Não há mistério

O relógio marca exatas seis horas da tarde. Ele se levanta, veste o blazer — em repouso durante todo o dia, na cadeira — e deixa sua sala. “Vinte anos e até hoje não entendo o blazer”, pensa.

Entra no carro e automaticamente toca para casa. Ao estacionar na garagem do loft, é acometido por uma tremenda sede, cujo único antídoto provém da cevada. “Agora não há mistério. Quero beber, vou ao bar e pronto”, concluiu.

Sentou numa daquelas mesas de aço, mostrando nenhuma pressa em seus atos. Como não havia mistério, pede uma Brahma.

— Ah, e traga uma porção de filé com mandioquinha, ouviu? No capricho!

Se sentia tão vivo como um garoto recém introduzido à boemia. Depois de tanto tempo, experimentava a sensação de viver ao bel prazer. Pensou, eufórico, “Realmente não existem mistérios. É ter liberdade e pronto!”

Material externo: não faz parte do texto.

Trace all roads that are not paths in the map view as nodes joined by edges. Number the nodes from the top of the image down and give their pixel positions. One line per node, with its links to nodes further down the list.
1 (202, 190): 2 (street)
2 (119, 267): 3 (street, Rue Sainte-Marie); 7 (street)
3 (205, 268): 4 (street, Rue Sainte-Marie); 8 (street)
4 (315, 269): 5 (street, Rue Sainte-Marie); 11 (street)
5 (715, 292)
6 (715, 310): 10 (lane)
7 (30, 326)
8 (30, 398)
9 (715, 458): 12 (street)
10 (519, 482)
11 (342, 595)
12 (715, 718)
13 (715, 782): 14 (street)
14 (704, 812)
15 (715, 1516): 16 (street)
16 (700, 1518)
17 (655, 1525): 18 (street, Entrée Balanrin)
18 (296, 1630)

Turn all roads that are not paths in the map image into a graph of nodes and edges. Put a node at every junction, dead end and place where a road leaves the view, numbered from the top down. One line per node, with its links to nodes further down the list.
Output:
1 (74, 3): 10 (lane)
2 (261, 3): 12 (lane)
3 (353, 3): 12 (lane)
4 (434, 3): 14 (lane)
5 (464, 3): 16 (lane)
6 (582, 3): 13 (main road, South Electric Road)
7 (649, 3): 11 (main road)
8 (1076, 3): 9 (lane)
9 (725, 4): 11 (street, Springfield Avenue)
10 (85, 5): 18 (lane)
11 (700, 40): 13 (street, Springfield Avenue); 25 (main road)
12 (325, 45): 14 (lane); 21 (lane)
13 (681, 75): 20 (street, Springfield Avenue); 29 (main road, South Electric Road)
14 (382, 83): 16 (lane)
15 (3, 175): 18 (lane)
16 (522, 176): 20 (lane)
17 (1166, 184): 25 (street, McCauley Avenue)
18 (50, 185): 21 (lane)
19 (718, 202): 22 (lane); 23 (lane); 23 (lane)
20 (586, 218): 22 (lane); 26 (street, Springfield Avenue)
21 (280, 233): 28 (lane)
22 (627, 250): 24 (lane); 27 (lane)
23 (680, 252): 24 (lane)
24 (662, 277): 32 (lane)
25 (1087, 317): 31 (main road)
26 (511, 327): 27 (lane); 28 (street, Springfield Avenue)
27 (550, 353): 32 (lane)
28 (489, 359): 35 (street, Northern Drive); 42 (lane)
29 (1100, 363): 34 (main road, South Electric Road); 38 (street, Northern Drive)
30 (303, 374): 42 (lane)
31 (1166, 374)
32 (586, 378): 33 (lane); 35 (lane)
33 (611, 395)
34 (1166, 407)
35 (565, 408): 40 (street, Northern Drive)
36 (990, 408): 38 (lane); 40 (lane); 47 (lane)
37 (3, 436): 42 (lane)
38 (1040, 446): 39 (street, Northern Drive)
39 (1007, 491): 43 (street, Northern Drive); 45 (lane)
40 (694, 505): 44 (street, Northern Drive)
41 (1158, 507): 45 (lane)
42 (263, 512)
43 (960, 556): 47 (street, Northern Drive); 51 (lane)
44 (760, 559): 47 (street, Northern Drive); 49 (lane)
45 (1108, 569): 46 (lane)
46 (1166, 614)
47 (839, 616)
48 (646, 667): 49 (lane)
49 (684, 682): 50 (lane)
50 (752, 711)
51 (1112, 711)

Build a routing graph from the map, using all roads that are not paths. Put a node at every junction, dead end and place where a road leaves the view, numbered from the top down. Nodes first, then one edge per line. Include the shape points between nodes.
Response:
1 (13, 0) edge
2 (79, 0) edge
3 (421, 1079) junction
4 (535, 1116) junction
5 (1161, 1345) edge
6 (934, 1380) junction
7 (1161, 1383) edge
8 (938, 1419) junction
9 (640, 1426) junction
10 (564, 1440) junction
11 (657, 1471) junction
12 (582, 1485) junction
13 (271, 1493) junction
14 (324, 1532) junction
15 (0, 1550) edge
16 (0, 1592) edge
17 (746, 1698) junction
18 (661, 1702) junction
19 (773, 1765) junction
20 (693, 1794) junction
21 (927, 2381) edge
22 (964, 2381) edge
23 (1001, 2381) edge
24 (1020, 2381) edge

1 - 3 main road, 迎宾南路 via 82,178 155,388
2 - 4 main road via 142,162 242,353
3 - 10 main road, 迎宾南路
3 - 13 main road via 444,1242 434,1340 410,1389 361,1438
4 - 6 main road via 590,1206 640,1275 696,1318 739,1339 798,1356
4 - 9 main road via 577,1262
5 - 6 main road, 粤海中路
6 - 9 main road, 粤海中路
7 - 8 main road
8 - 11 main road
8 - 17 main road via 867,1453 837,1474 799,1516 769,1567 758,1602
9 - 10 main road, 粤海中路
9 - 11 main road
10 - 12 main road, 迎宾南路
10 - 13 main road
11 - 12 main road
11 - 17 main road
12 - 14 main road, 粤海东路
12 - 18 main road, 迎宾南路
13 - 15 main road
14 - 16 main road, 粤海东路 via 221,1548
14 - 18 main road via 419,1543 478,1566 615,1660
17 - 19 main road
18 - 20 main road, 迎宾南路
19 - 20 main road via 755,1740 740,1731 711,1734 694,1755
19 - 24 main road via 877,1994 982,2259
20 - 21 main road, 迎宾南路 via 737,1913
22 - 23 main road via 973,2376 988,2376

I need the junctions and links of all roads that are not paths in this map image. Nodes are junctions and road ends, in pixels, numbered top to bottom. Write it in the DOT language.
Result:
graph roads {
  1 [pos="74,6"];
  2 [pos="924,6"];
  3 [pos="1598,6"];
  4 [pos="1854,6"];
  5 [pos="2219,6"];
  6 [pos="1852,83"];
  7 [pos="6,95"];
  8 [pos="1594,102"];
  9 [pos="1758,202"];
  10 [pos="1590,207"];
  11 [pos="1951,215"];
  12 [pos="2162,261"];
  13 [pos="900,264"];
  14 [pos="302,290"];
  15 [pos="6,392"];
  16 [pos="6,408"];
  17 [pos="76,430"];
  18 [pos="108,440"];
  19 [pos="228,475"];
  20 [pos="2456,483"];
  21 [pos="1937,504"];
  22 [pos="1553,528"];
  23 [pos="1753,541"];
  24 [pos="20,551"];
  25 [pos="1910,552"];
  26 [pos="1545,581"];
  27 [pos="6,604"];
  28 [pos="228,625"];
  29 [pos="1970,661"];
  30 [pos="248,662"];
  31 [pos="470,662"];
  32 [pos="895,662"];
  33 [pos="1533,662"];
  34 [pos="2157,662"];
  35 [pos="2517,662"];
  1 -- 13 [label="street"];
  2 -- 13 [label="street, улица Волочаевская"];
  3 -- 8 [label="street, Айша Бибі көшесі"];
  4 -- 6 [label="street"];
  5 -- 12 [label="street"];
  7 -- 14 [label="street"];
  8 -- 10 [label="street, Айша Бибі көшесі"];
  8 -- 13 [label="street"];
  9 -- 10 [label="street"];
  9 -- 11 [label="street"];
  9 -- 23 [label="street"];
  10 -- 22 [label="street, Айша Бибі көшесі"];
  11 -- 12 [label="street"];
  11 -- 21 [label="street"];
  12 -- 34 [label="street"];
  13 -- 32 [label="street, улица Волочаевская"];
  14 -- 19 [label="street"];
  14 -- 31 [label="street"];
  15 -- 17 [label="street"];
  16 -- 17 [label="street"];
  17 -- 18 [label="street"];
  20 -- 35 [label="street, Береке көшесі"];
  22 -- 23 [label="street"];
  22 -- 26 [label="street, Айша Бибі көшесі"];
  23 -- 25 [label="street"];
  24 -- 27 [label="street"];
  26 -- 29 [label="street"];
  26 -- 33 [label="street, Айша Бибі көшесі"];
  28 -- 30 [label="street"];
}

Sacou o telefone, a fim de contar as boas novas para o Marcelo da Cunha Tavares, um brilhante redator. “O Marcelo precisa saber dessa nova. É capaz dele até fazer uma crônica em exaltação à liberdade de um homem”, pensou.

Discou duas vezes, em vão. Em ambas tentativas, caixa postal. “É mesmo, aniversário de casamento. Havia me avisado ontem.”

Após bloquear a tela do telefone, reparou na clientela do bar, de súbito. Havia, numas duas mesas a seguir, um casalzinho. E ponha diminutivo nisso. Não haviam hipóteses de ali haver muito mais que dois meses de namoro.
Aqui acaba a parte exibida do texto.